» **Work to complete**:
Whichever lines of the entries hold the word "wash" should be identified and copied.

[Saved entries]
#####

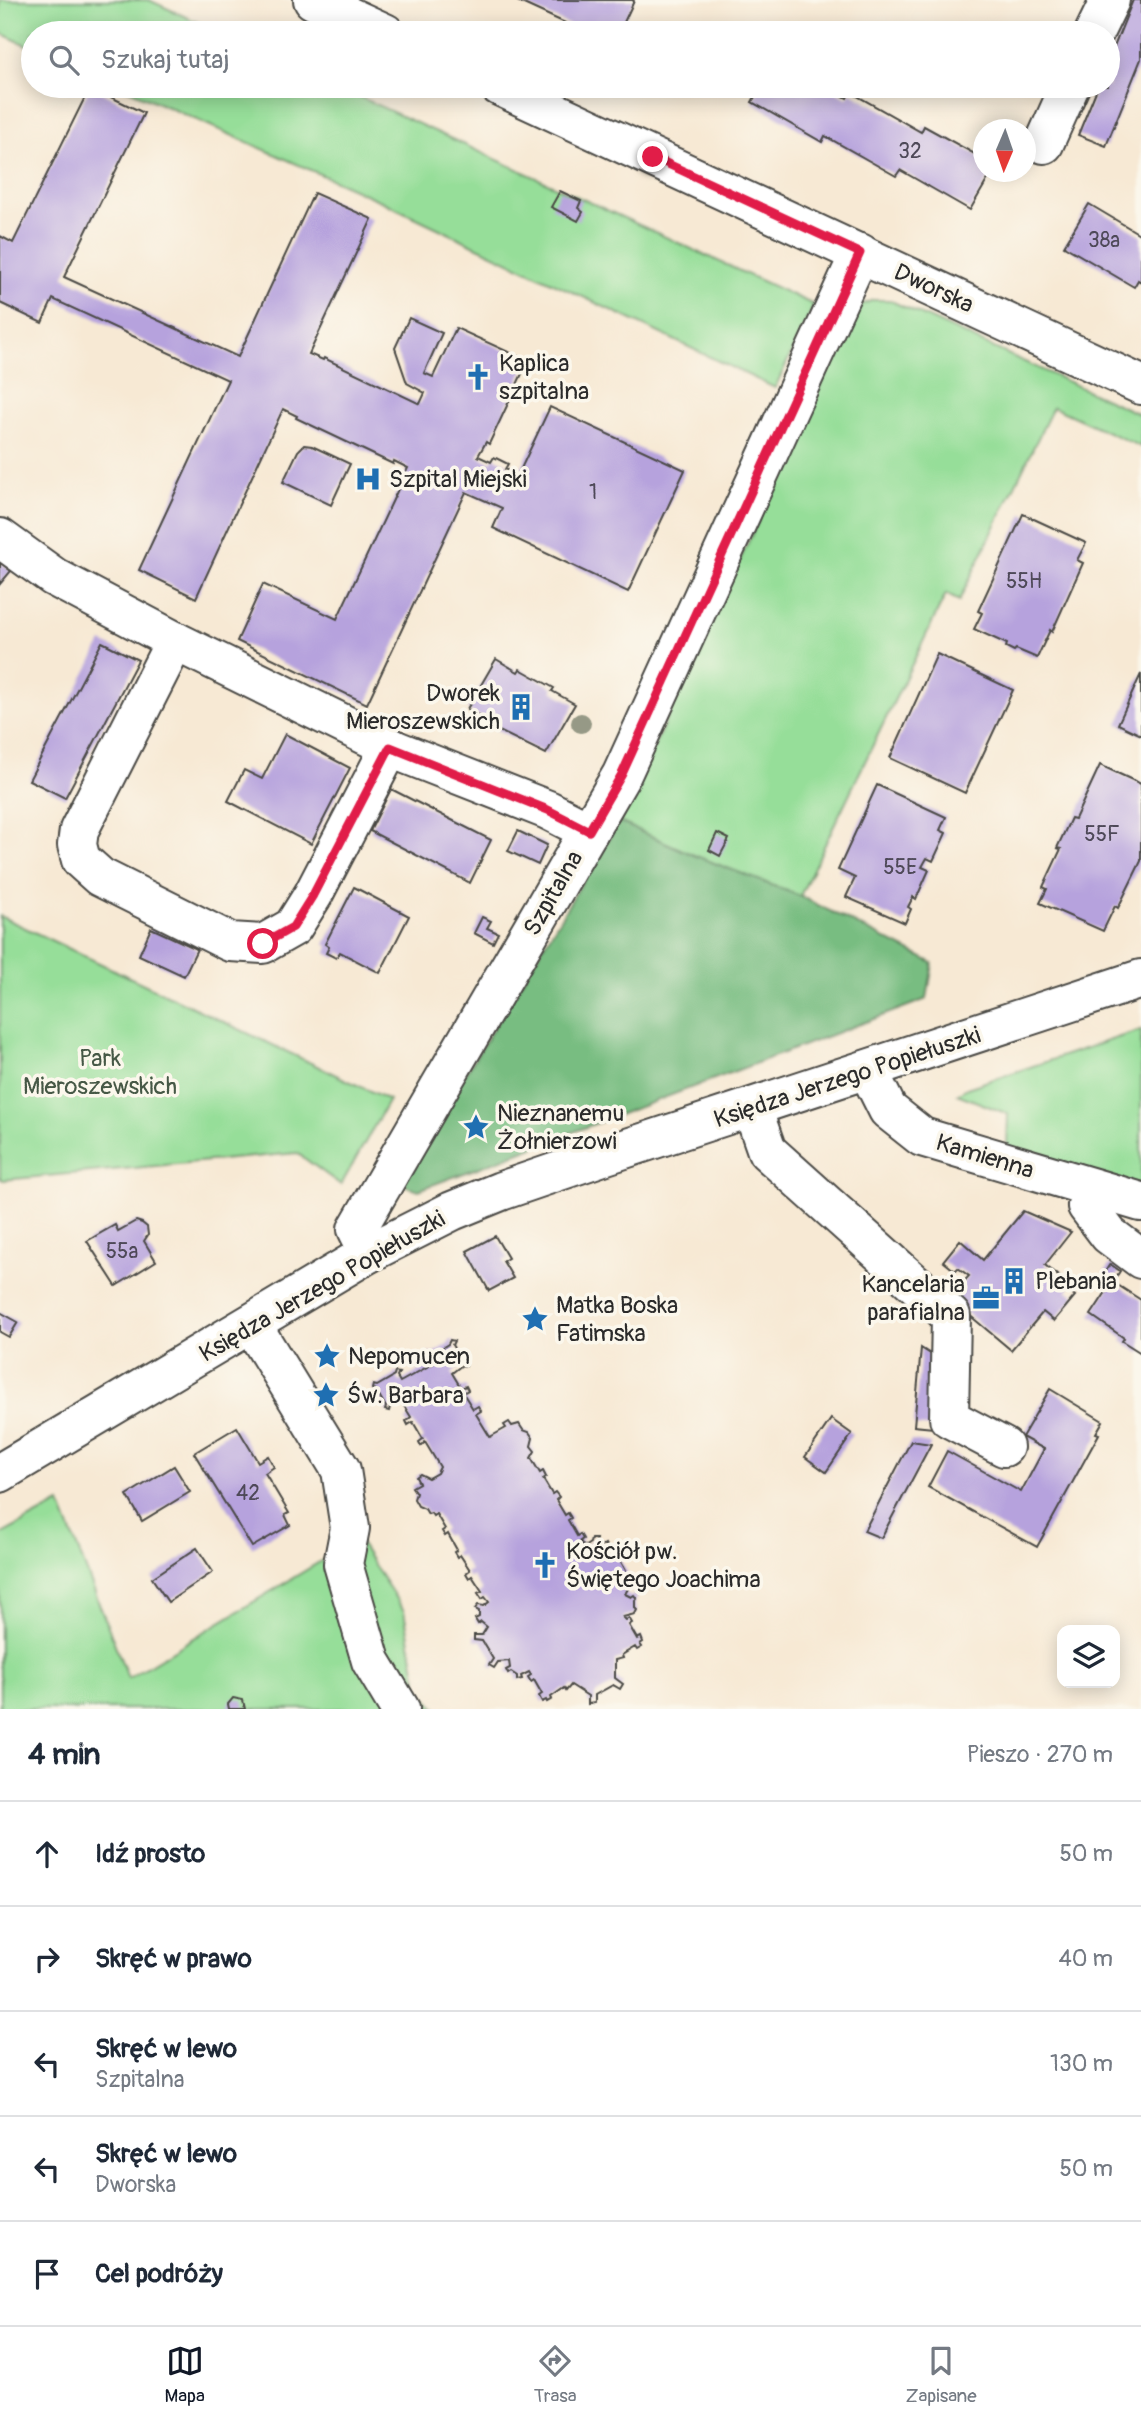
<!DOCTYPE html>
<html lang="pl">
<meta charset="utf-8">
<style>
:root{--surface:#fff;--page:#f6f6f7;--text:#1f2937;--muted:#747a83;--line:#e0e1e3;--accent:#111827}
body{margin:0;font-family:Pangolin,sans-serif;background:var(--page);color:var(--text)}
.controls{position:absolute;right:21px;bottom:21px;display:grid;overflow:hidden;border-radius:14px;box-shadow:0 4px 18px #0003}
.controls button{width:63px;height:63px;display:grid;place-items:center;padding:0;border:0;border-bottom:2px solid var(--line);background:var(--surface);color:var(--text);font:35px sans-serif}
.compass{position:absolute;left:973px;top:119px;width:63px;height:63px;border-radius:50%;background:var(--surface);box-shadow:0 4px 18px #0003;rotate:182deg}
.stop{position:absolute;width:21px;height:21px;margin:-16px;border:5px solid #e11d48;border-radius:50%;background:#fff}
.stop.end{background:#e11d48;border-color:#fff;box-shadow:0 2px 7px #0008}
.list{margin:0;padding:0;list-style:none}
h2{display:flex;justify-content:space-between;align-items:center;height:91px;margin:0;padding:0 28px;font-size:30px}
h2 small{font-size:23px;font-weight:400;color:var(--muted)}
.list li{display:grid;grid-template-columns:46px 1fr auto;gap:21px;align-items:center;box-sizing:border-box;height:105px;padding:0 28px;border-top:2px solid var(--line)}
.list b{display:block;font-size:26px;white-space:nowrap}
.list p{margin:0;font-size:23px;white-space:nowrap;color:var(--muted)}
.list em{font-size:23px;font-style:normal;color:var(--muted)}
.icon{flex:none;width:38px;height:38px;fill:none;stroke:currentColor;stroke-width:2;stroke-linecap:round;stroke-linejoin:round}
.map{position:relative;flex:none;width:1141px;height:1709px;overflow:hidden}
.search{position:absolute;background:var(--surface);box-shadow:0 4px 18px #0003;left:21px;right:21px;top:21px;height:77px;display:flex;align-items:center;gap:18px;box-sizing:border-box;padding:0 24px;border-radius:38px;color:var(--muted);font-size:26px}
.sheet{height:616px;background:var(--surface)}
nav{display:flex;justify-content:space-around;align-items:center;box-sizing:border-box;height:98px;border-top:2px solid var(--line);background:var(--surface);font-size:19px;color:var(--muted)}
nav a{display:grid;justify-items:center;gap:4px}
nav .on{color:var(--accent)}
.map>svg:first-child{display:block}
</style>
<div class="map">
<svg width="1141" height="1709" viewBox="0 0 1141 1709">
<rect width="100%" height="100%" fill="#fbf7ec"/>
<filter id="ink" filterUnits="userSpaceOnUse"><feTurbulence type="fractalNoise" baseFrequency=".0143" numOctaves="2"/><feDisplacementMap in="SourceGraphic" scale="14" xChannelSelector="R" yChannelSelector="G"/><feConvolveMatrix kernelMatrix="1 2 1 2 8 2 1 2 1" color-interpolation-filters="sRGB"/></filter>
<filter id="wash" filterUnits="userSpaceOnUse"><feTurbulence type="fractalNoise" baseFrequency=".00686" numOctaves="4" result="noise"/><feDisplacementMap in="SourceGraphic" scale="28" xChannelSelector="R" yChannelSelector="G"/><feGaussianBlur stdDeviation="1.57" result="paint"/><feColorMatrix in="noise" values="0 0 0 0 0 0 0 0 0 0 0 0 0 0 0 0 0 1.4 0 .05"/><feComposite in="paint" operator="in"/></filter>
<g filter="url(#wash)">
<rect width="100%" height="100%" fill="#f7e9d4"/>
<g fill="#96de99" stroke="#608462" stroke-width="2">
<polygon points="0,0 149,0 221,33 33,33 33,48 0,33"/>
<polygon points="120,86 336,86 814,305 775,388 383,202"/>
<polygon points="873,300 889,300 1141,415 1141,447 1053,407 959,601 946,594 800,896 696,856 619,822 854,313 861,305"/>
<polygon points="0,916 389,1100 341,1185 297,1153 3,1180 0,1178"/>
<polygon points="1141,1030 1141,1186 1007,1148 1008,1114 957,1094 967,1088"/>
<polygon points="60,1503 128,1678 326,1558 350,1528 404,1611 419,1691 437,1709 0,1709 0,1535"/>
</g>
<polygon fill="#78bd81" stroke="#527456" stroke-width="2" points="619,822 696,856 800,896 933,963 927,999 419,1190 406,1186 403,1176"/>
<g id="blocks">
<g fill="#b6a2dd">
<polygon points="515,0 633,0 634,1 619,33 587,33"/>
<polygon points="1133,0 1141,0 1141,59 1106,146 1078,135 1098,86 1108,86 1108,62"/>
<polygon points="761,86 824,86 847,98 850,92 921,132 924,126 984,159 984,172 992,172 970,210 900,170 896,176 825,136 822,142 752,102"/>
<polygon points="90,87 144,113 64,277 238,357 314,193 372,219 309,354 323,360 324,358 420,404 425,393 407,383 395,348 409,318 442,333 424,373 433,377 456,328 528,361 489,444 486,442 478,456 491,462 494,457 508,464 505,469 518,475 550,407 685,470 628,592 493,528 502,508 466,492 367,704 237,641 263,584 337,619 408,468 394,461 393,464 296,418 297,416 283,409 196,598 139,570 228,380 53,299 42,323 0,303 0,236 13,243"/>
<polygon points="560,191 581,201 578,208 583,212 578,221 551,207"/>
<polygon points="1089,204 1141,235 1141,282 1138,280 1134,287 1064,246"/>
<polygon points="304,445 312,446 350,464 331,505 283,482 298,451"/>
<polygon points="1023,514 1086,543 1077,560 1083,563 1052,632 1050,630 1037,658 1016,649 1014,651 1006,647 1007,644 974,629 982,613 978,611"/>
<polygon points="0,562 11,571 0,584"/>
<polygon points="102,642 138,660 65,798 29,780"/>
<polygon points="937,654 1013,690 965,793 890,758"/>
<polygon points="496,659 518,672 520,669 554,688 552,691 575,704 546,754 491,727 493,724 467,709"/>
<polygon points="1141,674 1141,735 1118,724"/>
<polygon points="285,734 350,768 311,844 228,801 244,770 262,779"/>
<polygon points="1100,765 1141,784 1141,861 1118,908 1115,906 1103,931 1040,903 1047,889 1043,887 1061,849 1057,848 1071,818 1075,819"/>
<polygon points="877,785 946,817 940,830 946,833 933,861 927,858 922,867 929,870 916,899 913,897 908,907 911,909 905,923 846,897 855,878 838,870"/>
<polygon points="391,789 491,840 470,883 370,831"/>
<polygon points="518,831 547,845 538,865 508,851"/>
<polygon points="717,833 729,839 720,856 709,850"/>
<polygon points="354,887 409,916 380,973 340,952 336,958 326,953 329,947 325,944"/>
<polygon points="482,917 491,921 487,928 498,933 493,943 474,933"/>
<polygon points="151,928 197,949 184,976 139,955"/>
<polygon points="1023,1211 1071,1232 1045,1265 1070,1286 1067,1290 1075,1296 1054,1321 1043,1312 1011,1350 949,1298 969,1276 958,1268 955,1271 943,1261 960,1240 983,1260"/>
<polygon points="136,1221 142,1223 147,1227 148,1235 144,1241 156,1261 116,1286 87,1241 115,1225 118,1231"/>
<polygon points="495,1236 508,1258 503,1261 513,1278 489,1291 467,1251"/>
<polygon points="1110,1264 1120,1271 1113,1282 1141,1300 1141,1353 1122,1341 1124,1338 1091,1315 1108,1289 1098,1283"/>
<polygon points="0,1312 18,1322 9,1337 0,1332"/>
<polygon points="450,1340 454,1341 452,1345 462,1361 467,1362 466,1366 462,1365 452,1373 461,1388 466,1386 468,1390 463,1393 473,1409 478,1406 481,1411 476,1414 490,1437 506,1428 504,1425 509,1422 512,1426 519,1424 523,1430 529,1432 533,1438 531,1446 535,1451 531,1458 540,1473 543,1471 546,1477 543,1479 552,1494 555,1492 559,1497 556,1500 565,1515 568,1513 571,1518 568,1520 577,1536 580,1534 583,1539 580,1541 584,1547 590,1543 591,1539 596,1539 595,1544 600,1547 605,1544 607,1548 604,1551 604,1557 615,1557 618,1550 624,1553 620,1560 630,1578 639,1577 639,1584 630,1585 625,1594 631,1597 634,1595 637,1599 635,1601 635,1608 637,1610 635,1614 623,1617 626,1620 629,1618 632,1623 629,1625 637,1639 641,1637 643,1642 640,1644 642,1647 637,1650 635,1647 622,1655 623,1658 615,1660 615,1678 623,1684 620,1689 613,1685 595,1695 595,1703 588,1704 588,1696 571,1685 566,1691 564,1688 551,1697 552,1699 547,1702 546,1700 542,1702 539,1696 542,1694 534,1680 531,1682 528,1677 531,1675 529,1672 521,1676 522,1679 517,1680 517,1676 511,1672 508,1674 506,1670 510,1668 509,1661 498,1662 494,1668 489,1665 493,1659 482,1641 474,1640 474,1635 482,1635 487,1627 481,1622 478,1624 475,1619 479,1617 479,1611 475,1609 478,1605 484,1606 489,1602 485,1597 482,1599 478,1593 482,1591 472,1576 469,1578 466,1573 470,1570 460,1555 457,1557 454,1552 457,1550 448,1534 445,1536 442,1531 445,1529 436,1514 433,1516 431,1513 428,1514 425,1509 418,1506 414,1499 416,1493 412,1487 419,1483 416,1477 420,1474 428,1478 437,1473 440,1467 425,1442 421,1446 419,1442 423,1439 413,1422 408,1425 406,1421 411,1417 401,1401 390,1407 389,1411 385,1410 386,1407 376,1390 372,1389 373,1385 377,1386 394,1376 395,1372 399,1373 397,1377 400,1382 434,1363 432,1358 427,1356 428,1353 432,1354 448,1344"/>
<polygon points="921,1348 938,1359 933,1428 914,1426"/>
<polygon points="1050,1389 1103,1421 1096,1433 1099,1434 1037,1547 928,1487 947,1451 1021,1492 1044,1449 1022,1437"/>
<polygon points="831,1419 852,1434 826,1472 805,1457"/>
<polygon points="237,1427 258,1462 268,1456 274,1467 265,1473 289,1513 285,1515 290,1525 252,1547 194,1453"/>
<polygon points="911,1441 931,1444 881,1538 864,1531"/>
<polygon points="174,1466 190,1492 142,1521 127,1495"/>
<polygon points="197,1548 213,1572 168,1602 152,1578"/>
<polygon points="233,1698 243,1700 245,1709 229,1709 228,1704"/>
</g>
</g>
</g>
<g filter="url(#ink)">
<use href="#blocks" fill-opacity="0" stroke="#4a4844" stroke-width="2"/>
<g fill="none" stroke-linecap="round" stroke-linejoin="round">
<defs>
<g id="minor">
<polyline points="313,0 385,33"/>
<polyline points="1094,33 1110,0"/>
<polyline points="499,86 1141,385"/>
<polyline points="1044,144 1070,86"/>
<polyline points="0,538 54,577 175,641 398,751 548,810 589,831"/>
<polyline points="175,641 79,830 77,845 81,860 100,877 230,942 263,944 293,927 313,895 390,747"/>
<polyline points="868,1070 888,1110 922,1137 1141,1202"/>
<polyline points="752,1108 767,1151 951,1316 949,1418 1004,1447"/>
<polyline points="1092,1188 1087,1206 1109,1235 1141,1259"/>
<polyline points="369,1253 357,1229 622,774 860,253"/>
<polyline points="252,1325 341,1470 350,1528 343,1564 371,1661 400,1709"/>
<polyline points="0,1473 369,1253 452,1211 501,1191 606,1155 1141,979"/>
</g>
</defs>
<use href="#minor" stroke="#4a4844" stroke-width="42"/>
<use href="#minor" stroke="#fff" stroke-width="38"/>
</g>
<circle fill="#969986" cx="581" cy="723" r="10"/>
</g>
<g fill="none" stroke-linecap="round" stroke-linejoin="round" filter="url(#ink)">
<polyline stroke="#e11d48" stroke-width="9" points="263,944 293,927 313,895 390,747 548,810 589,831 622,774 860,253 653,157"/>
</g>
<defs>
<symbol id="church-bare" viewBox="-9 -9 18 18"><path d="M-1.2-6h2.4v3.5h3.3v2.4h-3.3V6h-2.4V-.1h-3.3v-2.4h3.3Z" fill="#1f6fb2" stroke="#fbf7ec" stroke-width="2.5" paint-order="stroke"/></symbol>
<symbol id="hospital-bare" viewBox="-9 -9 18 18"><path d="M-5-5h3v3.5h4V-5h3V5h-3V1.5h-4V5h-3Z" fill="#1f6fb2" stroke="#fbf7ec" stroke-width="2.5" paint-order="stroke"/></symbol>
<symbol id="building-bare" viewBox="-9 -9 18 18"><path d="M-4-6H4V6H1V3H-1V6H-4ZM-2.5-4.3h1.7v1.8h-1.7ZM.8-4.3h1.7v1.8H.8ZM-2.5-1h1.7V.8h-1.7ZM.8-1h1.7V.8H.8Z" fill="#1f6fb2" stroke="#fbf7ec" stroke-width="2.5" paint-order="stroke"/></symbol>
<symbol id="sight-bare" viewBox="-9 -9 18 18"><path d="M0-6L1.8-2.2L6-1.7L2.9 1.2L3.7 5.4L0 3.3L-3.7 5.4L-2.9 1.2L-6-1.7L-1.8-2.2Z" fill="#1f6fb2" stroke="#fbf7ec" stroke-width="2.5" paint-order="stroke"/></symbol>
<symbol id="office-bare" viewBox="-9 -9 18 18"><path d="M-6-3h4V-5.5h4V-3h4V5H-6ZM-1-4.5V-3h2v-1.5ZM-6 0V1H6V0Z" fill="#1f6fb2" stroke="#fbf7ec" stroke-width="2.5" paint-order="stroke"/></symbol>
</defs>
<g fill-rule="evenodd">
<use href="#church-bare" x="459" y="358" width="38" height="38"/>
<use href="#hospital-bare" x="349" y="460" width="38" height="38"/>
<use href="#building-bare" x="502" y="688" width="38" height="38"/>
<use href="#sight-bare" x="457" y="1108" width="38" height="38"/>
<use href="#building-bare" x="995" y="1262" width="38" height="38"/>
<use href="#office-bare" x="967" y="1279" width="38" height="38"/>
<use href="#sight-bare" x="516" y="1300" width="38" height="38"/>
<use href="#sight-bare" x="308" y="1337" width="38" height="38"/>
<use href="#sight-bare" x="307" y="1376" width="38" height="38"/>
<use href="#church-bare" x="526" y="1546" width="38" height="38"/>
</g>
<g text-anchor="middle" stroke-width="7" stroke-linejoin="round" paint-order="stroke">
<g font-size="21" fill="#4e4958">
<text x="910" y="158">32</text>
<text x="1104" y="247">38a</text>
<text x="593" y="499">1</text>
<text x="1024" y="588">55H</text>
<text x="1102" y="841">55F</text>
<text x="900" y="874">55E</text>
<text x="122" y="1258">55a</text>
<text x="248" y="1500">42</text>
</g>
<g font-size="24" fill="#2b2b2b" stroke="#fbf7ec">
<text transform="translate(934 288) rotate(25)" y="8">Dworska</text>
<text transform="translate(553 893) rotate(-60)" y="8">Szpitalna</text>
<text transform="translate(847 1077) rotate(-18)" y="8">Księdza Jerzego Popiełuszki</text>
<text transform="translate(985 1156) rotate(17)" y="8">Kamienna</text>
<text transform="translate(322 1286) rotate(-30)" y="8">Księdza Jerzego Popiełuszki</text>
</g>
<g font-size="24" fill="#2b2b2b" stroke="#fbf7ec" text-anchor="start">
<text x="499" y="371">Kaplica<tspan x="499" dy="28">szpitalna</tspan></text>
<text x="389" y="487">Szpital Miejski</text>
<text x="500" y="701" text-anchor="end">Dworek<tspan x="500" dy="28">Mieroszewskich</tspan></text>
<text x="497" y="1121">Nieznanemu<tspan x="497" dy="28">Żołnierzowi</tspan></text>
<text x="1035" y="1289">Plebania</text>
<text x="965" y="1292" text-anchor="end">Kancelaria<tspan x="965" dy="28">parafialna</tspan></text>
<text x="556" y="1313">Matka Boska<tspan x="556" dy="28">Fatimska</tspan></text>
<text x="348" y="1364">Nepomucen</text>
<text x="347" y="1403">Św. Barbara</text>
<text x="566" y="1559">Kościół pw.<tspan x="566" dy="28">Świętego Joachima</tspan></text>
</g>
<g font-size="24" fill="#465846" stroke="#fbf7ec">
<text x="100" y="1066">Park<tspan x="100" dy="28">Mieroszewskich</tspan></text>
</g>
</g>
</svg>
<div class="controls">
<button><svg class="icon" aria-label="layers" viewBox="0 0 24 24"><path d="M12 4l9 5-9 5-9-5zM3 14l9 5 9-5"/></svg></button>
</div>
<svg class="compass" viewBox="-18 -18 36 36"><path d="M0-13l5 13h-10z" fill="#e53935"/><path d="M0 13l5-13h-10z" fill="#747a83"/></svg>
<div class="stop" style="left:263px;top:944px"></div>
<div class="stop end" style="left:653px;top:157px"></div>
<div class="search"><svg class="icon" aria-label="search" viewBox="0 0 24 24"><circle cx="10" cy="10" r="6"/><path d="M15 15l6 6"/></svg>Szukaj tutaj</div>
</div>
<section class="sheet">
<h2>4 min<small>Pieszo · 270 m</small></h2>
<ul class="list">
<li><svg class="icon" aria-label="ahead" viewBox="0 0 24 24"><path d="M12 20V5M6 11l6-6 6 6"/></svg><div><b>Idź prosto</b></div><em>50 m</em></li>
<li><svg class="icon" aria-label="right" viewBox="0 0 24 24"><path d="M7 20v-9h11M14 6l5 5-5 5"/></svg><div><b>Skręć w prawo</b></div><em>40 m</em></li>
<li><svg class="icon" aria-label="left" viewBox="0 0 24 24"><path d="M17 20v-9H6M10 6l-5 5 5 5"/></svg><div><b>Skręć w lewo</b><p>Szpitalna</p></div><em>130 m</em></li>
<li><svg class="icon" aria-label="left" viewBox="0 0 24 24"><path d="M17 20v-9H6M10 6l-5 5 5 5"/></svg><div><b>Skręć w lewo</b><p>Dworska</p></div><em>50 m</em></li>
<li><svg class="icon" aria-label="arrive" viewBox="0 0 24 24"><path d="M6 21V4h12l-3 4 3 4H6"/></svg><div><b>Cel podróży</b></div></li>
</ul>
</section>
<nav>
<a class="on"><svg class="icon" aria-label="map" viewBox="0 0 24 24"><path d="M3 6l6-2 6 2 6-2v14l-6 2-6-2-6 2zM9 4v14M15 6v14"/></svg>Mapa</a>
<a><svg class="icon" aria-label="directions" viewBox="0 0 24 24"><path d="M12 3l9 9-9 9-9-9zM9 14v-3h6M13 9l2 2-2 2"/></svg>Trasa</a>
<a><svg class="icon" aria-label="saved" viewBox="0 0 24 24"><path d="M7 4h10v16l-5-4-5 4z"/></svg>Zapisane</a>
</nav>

#####

» **Written solution**:
<filter id="wash" filterUnits="userSpaceOnUse"><feTurbulence type="fractalNoise" baseFrequency=".00686" numOctaves="4" result="noise"/><feDisplacementMap in="SourceGraphic" scale="28" xChannelSelector="R" yChannelSelector="G"/><feGaussianBlur stdDeviation="1.57" result="paint"/><feColorMatrix in="noise" values="0 0 0 0 0 0 0 0 0 0 0 0 0 0 0 0 0 1.4 0 .05"/><feComposite in="paint" operator="in"/></filter>
<g filter="url(#wash)">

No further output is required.